Fitzgerald and Lorentz showed independently that if moving matter is distorted in this same way the result obtained by Michelson would be just that to be expected. For then the distance of the mirror c from m would be

l√(1 − β2)

instead of l, and the path of the ray moving parallel to the earth’s orbit

2l(1 + ½β2),

which is just that of the other ray. Of course when the apparatus is rotated through 90°, the distance of this mirror from m assumes its normal value again, and the distance of the other mirror becomes shortened. As all measurement consists in comparing the object to be measured with a standard this contraction could never be detected by experimental methods, for the measuring rod would contract in exactly the same ratio as the body to be measured.
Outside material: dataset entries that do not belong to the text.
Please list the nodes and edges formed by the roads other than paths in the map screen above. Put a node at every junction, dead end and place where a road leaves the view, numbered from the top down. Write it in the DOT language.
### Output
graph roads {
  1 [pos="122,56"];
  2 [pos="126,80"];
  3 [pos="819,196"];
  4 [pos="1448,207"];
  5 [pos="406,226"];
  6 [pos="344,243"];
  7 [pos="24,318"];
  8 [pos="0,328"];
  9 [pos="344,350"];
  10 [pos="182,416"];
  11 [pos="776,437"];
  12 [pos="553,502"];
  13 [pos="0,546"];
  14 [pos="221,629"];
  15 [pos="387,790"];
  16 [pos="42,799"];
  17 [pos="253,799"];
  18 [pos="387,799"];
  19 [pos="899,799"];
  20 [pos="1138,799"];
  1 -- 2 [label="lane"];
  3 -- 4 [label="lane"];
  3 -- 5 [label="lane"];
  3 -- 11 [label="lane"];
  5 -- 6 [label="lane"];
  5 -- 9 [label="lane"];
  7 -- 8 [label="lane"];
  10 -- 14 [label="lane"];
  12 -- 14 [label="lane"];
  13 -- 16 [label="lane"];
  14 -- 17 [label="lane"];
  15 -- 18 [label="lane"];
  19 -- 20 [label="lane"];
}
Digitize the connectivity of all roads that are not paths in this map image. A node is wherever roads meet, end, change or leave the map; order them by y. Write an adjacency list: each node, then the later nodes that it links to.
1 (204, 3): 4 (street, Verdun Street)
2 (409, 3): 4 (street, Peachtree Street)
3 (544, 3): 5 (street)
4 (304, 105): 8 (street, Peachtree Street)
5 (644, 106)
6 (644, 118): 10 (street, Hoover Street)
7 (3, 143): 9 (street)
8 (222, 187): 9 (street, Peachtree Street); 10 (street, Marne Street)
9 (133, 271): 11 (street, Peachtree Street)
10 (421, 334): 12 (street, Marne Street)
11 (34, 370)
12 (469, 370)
In computing its electromagnetic mass Abraham had assumed the electron to be a uniformly charged rigid sphere which keeps its spherical form no matter how great a velocity it may be given. He found that the mass increases with the speed at very high velocities, becoming infinite as the velocity of light is approached, and that its value depends upon the direction of the applied force. After the Fitzgerald-Lorentz contraction was seen to be necessary in order to explain Michelson’s result, Lorentz calculated the electromagnetic mass of a charged sphere which is deformed into an oblate spheroid when set in motion. For this type of electron too, the mass approaches infinity for velocities as great as that of light, and is different for different directions. If a force is applied in the direction of motion the inertia to be overcome is a little greater than when the force is applied at right angles to this direction. Thus we have to distinguish between longitudinal and transverse masses. But the masses of Lorentz’s electron are not the same functions of its velocity as those of Abraham’s. Kaufmann and after him Bucherer tested experimentally the relation between transverse mass and velocity by observing the deflections produced by electric and magnetic fields in the paths of high speed beta particles. The latter’s work was such an ample confirmation of Lorentz’s formula that it may be considered as proven that a moving electron at least suffers contraction in the direction of motion in the ratio

√(1 − β2) : 1.

The electromagnetic theory of light had proved so successful when applied to bodies at rest that Lorentz was anxious to extend this theory to the optics of moving media. His problem was to find a group of homogeneous linear transformations that would leave the form of the electrodynamic equations unchanged. The Michelson-Morley experiment had shown that dimensions in the direction of motion must be contracted in the moving system, those at right angles remaining unaltered. But Lorentz soon found that it was also necessary to use a new unit of time in the moving system, and as this time was found to depend upon the position of the point at which it is to be determined, he called it the local time. Lorentz’s transformation is just that of the principle of relativity, but he did not succeed in expressing the electrodynamic equations in terms of the new coördinates and time in exactly the same form as for a system at rest, for the reason that he failed to endow these new units with sufficient reality to justify him in using them when it came to transforming the velocity term involved in an electric current.

Principle of Relativity.—In 1905 appeared in the Annalen der Physik[[167]] a paper destined to alter entirely the point of view from which problems in light and electromagnetic theory are to be approached. The author was Albert Einstein, of Berne, Switzerland, a young man of twenty-six who had already made a number of notable contributions to theoretical physics.

The principle of relativity proposed by Einstein was by no means new to students of dynamics. Newton’s first two laws of motion express very clearly the fact that in mechanics all motion is relative. Force is proportional to acceleration, and the relation between the two is the same whether the motion under consideration is referred to fixed axes or to axes moving with a constant velocity. But in connection with the phenomena of light and electromagnetism the case seemed to be quite different. There everything was referred to a fixed ether, and even though Lorentz had found a set of transformations which left the electrodymanic equations practically unchanged, he continued to think in terms of an ether. So physicists were not a little startled when Einstein postulated that no experiment, practical or ideal, could ever distinguish between two systems in such a manner as to warrant the assertion that one of them is at rest and the other in motion. All motion is relative, and the laws governing physical, chemical and biological phenomena are the same in terms of the units of one system as in terms of those of any other.